El día del recital de versos en el BEC era la culminación de una txapelketa o campeonato que se celebra cada cuatro años. En esta ocasión, se daba una circunstancia histórica: de los ocho bersolaris que llegaron a la gran final, entre los que se encontraba el campeón Andoni Egaña, la única mujer participante, Maialen Lujanbio, fue la que salió proclamada txapeldun, ganadora. Mientras Maialen cantaba con la txapela puesta su bertso de aceptación ante un público entusiasta, los otros siete concursantes, que acababan de abrazarla, permanecieron de pie detrás de la nueva campeona y enlazados por los hombros en muestra de solidaridad.

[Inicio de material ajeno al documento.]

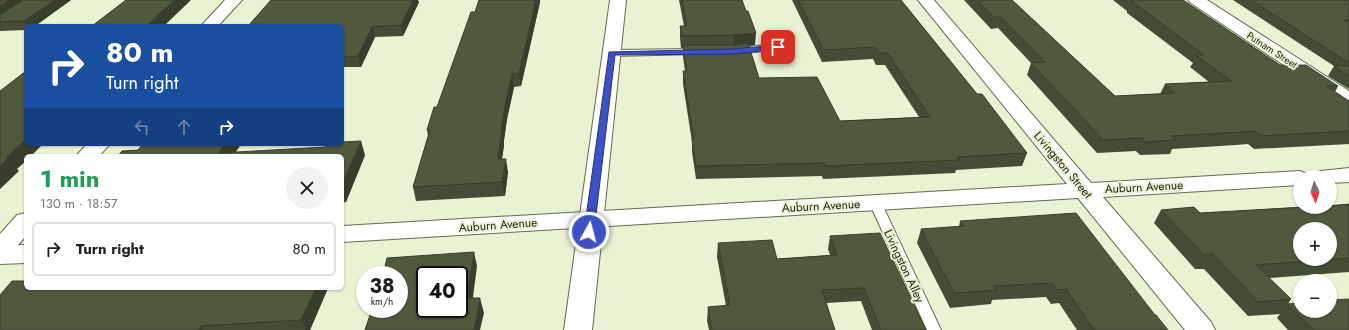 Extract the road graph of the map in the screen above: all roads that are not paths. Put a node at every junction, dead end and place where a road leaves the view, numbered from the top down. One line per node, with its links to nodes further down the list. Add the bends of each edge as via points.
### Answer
1 (234, 0): 5 (street)
2 (618, 0): 9 (street)
3 (926, 0): 16 (street, Livingston Street)
4 (1196, 0): 10 (street, Putnam Street)
5 (211, 24)
6 (789, 46): 8 (lane)
7 (703, 52): 9 (lane)
8 (726, 52)
9 (611, 53): 18 (street)
10 (1349, 100)
11 (97, 146): 12 (street)
12 (89, 154)
13 (1349, 175): 14 (street)
14 (1337, 176)
15 (1293, 178): 16 (street, Auburn Avenue)
16 (1084, 190): 17 (street, Auburn Avenue); 26 (street, Livingston Street)
17 (875, 202): 18 (street, Auburn Avenue); 25 (lane, Livingston Alley)
18 (591, 219): 20 (street, Auburn Avenue); 24 (street)
19 (24, 223): 21 (street)
20 (344, 234)
21 (0, 249)
22 (24, 254): 23 (street)
23 (0, 255)
24 (578, 330)
25 (934, 330)
26 (1201, 330) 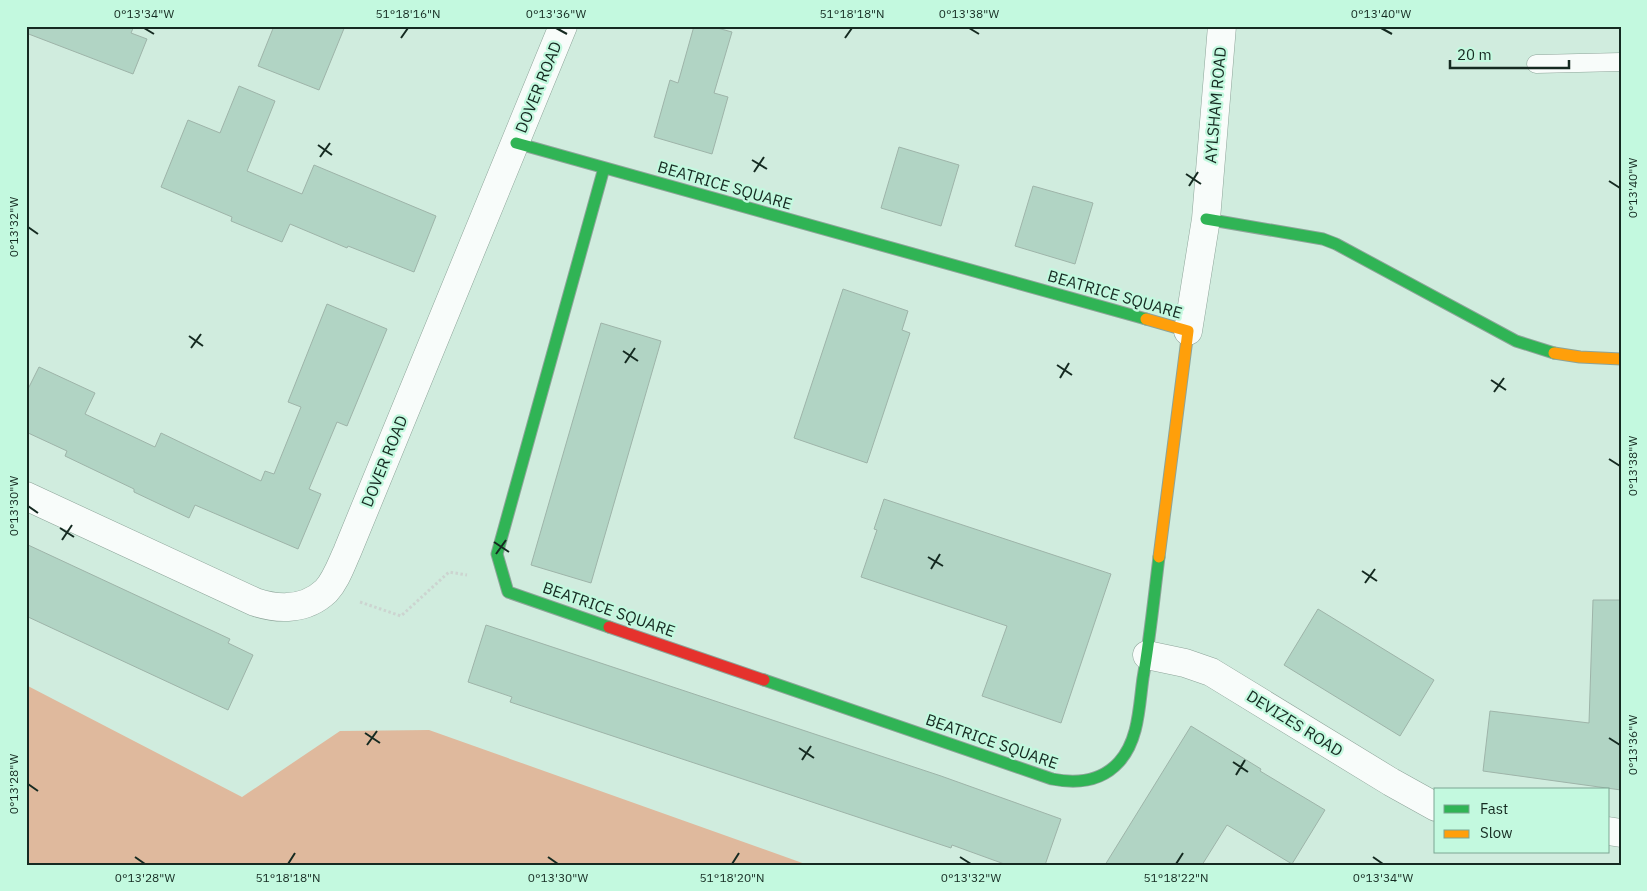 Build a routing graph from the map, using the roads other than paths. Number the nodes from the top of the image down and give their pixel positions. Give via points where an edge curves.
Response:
1 (563, 26) edge
2 (1222, 26) edge
3 (1621, 62) edge
4 (1536, 64) dead end
5 (516, 143) junction
6 (604, 168) junction
7 (1206, 219) junction
8 (1188, 332) junction
9 (1621, 359) edge
10 (26, 496) edge
11 (1147, 655) junction
12 (1434, 806) edge

1 - 5 street, DOVER ROAD
2 - 7 street, AYLSHAM ROAD
3 - 4 lane
5 - 6 street, BEATRICE SQUARE
5 - 10 street, DOVER ROAD via 347,552 326,591 309,602 289,608 272,608
6 - 8 street, BEATRICE SQUARE
6 - 11 street, BEATRICE SQUARE via 497,554 508,592 1068,782 1104,774 1119,762 1130,745
7 - 8 street, AYLSHAM ROAD
7 - 9 street via 1323,239 1516,341 1550,352
8 - 11 street, BEATRICE SQUARE
11 - 12 street, DEVIZES ROAD via 1211,672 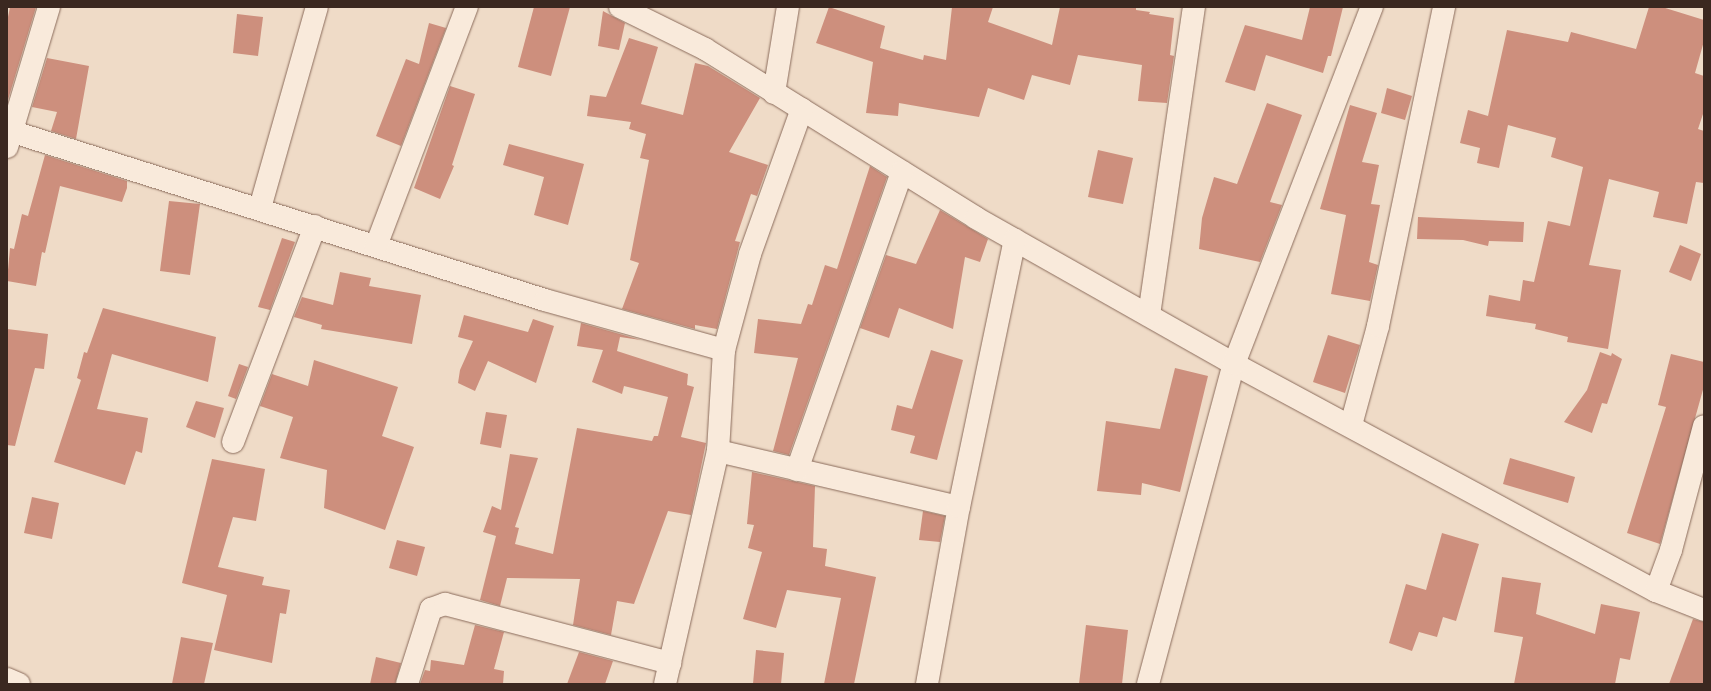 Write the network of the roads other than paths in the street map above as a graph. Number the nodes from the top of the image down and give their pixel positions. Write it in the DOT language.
graph roads {
  1 [pos="49,7"];
  2 [pos="317,7"];
  3 [pos="467,7"];
  4 [pos="620,7"];
  5 [pos="788,7"];
  6 [pos="1194,7"];
  7 [pos="1372,7"];
  8 [pos="1441,8"];
  9 [pos="774,93"];
  10 [pos="802,109"];
  11 [pos="9,136"];
  12 [pos="902,172"];
  13 [pos="260,208"];
  14 [pos="315,226"];
  15 [pos="1015,240"];
  16 [pos="376,246"];
  17 [pos="1150,315"];
  18 [pos="724,350"];
  19 [pos="1234,364"];
  20 [pos="1351,426"];
  21 [pos="1704,426"];
  22 [pos="232,442"];
  23 [pos="718,451"];
  24 [pos="797,470"];
  25 [pos="959,507"];
  26 [pos="1656,591"];
  27 [pos="1704,610"];
  28 [pos="670,663"];
  29 [pos="7,679"];
  30 [pos="19,684"];
  31 [pos="407,684"];
  32 [pos="665,684"];
  33 [pos="927,684"];
  34 [pos="1148,684"];
  1 -- 11 [label="street"];
  2 -- 13 [label="street"];
  3 -- 16 [label="street"];
  4 -- 9 [label="street"];
  5 -- 9 [label="street"];
  6 -- 17 [label="street"];
  7 -- 19 [label="street"];
  8 -- 20 [label="street"];
  9 -- 10 [label="street"];
  10 -- 12 [label="street"];
  10 -- 18 [label="street"];
  11 -- 13 [label="street"];
  12 -- 15 [label="street"];
  12 -- 24 [label="street"];
  13 -- 14 [label="street"];
  14 -- 16 [label="street"];
  14 -- 22 [label="street"];
  15 -- 17 [label="street"];
  15 -- 25 [label="street"];
  16 -- 18 [label="street"];
  17 -- 19 [label="street"];
  18 -- 23 [label="street"];
  19 -- 20 [label="street"];
  19 -- 34 [label="street"];
  20 -- 26 [label="street"];
  21 -- 26 [label="street"];
  23 -- 24 [label="street"];
  23 -- 28 [label="street"];
  24 -- 25 [label="street"];
  25 -- 33 [label="street"];
  26 -- 27 [label="street"];
  28 -- 31 [label="street"];
  28 -- 32 [label="street"];
  29 -- 30 [label="street"];
}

Pero la txapela es una prenda que tradicionalmente no solo pertenece al ámbito masculino, sino que lo define. Figuras como Picasso, Hemingway y Oteiza solían llevar txapela: la bona vasca chata, ancha y sin pico, con la sección que la circunda doblada siempre hacia dentro, de una sola pieza y sin costura, con hilo de lana natural. El socialista bilbaíno Indalecio Prieto aseguró que este “símbolo de la igualdad” social de los vascos era consustancial a su personalidad, siendo él mismo el primero en llevarla puesta en las Cortes españolas. Aun así, no es frecuente encontrar hombres que usen esta prenda en el medio urbano; el humorista gráfico Eguilleor, entre otros, representaba a los aldeanos de Bilbao con txapela.

Cuando Maialen ganó el campeonato y se puso la txapela en la cabeza, era el comienzo de una nueva etapa. Para los hombres que formaban parte de aquel público, era también implícitamente una especie de castración simbólica, pues aquella prenda tan asociada a la virilidad la estaba reivindicando para sí de pronto y de la forma más solemne una mujer joven. Era la señal clara de que había llegado el momento de una nueva subjetividad femenina.

Pocos se imaginarán qué otra mujer joven se había puesto una txapela negra sobre un escenario años atrás. Fue Marilyn Monroe en Los caballeros las prefieren rubias. También se le ve luciendo la boina vasca en las fotografías de su viaje a Japón y Corea de 1954 en compañía de Joe DiMaggio (…) De entre las ruinas de Altos Hornos y de las cenizas de la masculinidad tradicional, surgía una revolución cultural anunciada por Marilyn e inaugurada ahora en el BEC con la canción de Maialen.

Tras colocarse la txapela en la cabeza, Maialen cantó una última canción que concluía así:

Gure bidea ez da erreza

beti legez, juizioz, trabaz.

Euskal Herriko lau ertzetara

itzuliko gara gabaz.

Eta hemen bildu dan indarra

grina eta poz taupadaz

herria sortzen segi dezagun

euskaratik ta euskaraz

 

Nuestro camino no es fácil

Lo traban obstáculos, pruebas y leyes.

A todos los rincones de Euskal Herria

Regresaremos de noche.

Y cargados de la fuerza, la alegría

Y la pasión que hemos acumulado aquí

Sigamos forjando el país nuestro

Desde el euskara y en euskara

 

Embargados por el momento histórico, los asistentes se pusieron de pie, com en cámara lenta, y prorrumpieron en unos aplausos que eran la única forma de dar rienda suelta a una emoción incontrolable que se reflejaba en sus rostros. Unos días antes, aquel mismo público se había indignado por el juicio contra Egunkaria (en el que el juez decretó la clausura del único periódico en euskera alegando vínculos con ETA que nunca se probaron). La estrofa de Maialen equivalía a una proclama: el Pais Vasco es un acontecimiento que está sucediendo aquí, en esta canción y en nuestra lengua nativa. Su verso no invocaba a una historia cerrada o a una identidad anacrónica, sino únicamente a la pasión por crear un nuevo mundo a partir de esta canción incompleta, hecha cuerpo en la comunicación entre los bersolaris y su público. La nueva Euskal Herria, cantaba Maialen, habrá de configurarse en todo caso desde esta canción compartida que surge de las ruinas de Altos Hornos y de las ruinas del euskera, idioma olvidado en gran medida en Bilbao, y gracias a esta comunidad constituida en torno a un imaginario transformado. Era la reafirmación de que la recuperación del euskera es una dimensión que define el Bilbao renacido y, todo ello, gracias al poder de un cantar desnudo que mantuvo en vilo durante horas a 15.000 personas. Para quienes escucharon a Maialen, su canción improvisada en verso, su “Bilbao-Song”, era un hito decisivo del milagro de Bilbao.